## THE DATA
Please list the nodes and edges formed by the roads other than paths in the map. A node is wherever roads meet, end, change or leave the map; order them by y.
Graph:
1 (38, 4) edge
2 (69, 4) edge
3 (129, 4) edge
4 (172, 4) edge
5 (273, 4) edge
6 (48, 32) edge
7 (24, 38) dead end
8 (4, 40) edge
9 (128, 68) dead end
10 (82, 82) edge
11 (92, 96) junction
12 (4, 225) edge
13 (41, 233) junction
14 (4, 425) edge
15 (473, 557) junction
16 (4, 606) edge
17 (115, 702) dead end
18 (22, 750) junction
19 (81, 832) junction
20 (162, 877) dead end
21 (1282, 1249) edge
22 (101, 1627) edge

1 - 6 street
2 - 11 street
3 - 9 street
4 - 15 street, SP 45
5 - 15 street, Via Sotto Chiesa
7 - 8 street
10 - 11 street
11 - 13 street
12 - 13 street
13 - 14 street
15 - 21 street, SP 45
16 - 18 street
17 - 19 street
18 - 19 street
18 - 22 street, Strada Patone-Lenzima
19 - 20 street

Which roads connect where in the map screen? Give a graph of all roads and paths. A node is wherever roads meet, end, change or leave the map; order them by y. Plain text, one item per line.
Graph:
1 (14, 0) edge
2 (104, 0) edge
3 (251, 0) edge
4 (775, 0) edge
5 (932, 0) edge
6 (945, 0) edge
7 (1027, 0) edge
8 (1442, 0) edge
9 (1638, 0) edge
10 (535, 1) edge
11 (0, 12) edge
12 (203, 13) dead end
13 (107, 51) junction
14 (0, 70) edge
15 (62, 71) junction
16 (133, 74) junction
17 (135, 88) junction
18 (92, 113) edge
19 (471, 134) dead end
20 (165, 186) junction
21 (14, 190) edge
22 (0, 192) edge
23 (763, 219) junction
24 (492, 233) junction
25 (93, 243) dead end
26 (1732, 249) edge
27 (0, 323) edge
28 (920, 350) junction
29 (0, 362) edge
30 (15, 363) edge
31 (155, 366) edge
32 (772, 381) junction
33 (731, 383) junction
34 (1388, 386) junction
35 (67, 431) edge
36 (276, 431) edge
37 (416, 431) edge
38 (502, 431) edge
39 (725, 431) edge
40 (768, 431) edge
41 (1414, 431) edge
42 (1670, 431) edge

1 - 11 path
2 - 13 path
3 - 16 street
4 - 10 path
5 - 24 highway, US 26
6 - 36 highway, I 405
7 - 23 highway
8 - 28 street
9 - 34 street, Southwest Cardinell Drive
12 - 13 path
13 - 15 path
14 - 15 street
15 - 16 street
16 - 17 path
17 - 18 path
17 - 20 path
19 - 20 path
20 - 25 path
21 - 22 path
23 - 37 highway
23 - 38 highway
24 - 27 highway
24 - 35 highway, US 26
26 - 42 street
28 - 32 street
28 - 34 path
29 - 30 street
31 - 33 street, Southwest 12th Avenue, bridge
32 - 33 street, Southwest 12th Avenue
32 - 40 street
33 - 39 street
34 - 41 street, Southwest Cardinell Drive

## PROBLEM STATEMENT
Whenever a line above contains "Southwest", copy that line.

## TASK RESULT
9 - 34 street, Southwest Cardinell Drive
31 - 33 street, Southwest 12th Avenue, bridge
32 - 33 street, Southwest 12th Avenue
34 - 41 street, Southwest Cardinell Drive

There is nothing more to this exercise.